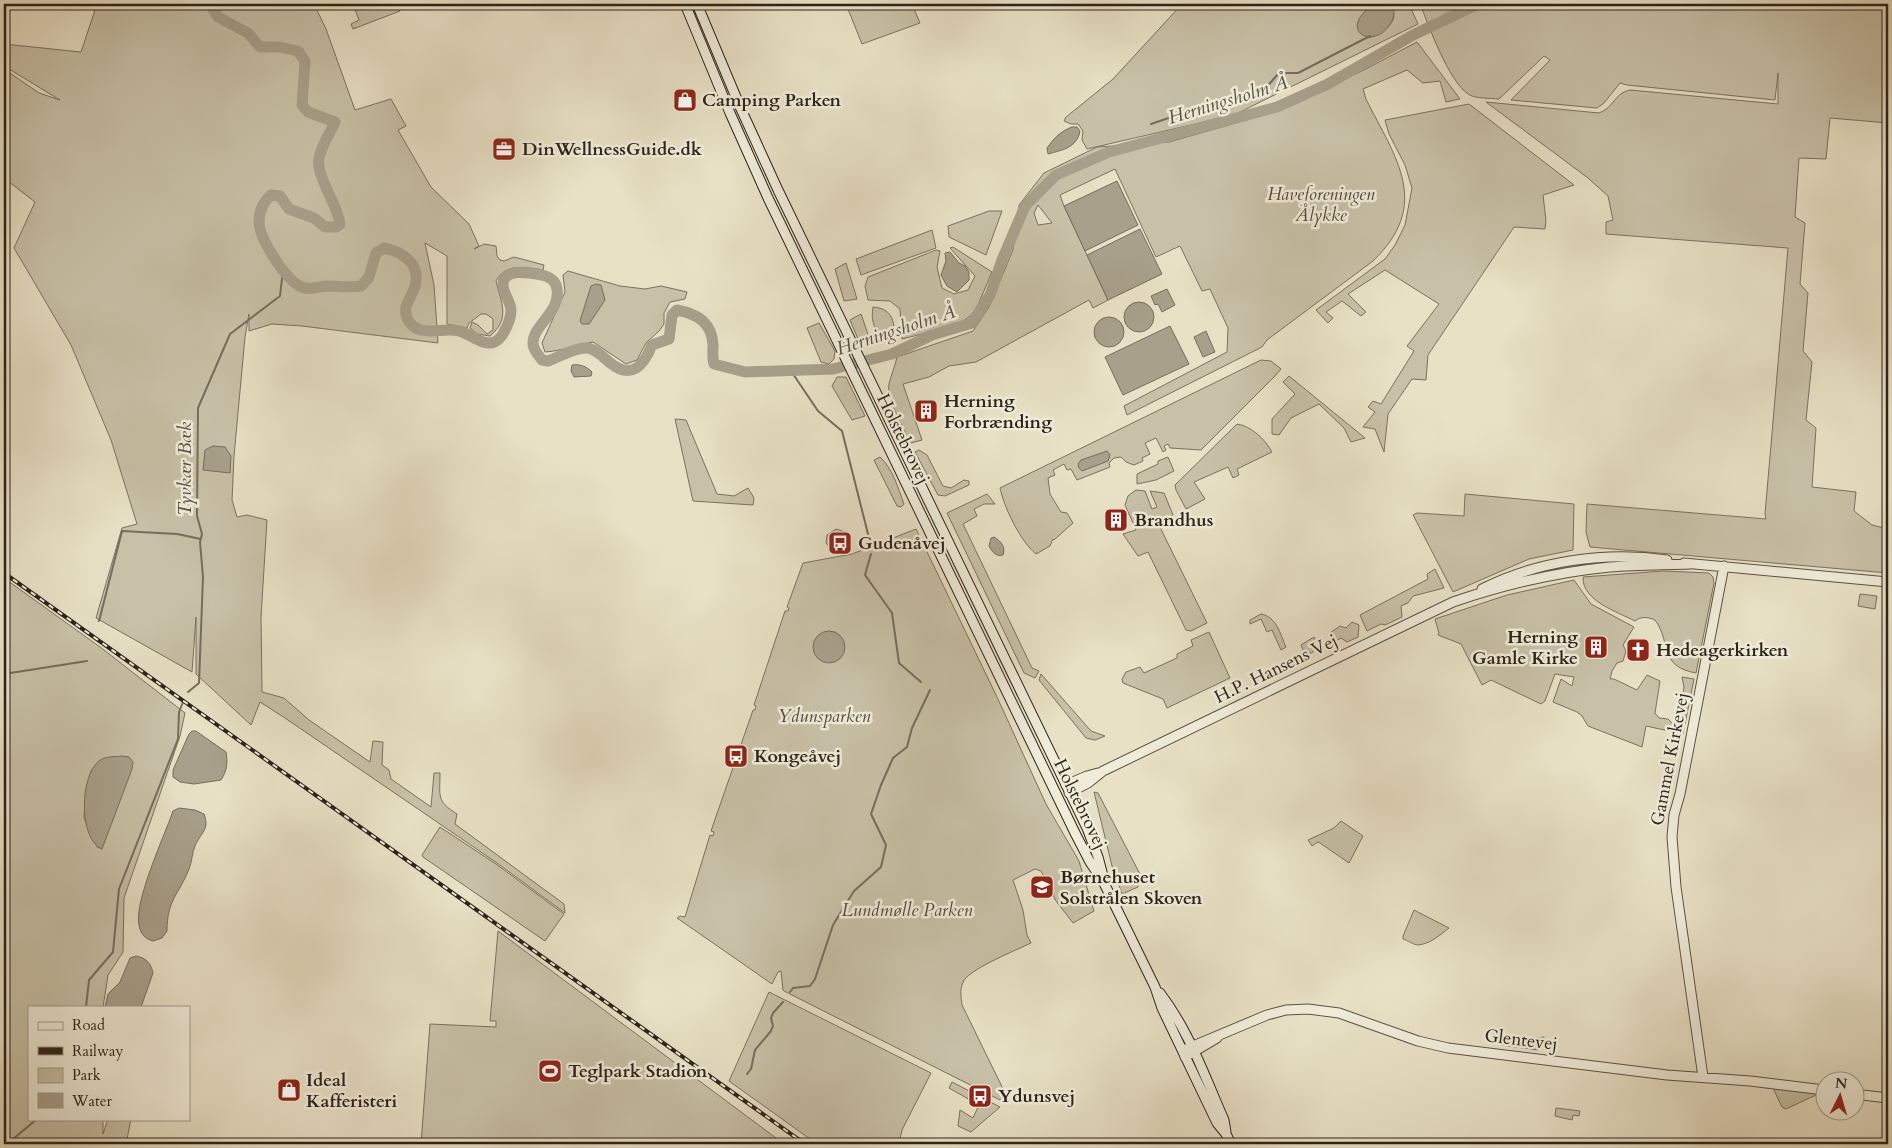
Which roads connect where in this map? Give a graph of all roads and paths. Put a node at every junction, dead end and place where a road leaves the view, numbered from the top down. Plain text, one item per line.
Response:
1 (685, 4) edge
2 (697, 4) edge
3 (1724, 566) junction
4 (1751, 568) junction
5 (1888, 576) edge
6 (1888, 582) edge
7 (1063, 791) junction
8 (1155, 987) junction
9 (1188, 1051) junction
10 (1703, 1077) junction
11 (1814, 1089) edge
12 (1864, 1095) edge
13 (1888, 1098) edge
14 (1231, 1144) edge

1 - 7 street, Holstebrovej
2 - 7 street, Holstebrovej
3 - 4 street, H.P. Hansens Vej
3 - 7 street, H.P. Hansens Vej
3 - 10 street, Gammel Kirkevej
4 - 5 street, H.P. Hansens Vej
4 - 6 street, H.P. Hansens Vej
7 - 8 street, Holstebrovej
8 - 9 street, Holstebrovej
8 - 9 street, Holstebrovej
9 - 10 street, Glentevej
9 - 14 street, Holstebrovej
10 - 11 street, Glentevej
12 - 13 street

---

- **What you should do**
If a picture appears in the data, omit it; transcribe all the rest exactly.

- **Solution to the exercise**
Which roads connect where in this map? Give a graph of all roads and paths. Put a node at every junction, dead end and place where a road leaves the view, numbered from the top down. Plain text, one item per line.
Response:
1 (685, 4) edge
2 (697, 4) edge
3 (1724, 566) junction
4 (1751, 568) junction
5 (1888, 576) edge
6 (1888, 582) edge
7 (1063, 791) junction
8 (1155, 987) junction
9 (1188, 1051) junction
10 (1703, 1077) junction
11 (1814, 1089) edge
12 (1864, 1095) edge
13 (1888, 1098) edge
14 (1231, 1144) edge

1 - 7 street, Holstebrovej
2 - 7 street, Holstebrovej
3 - 4 street, H.P. Hansens Vej
3 - 7 street, H.P. Hansens Vej
3 - 10 street, Gammel Kirkevej
4 - 5 street, H.P. Hansens Vej
4 - 6 street, H.P. Hansens Vej
7 - 8 street, Holstebrovej
8 - 9 street, Holstebrovej
8 - 9 street, Holstebrovej
9 - 10 street, Glentevej
9 - 14 street, Holstebrovej
10 - 11 street, Glentevej
12 - 13 street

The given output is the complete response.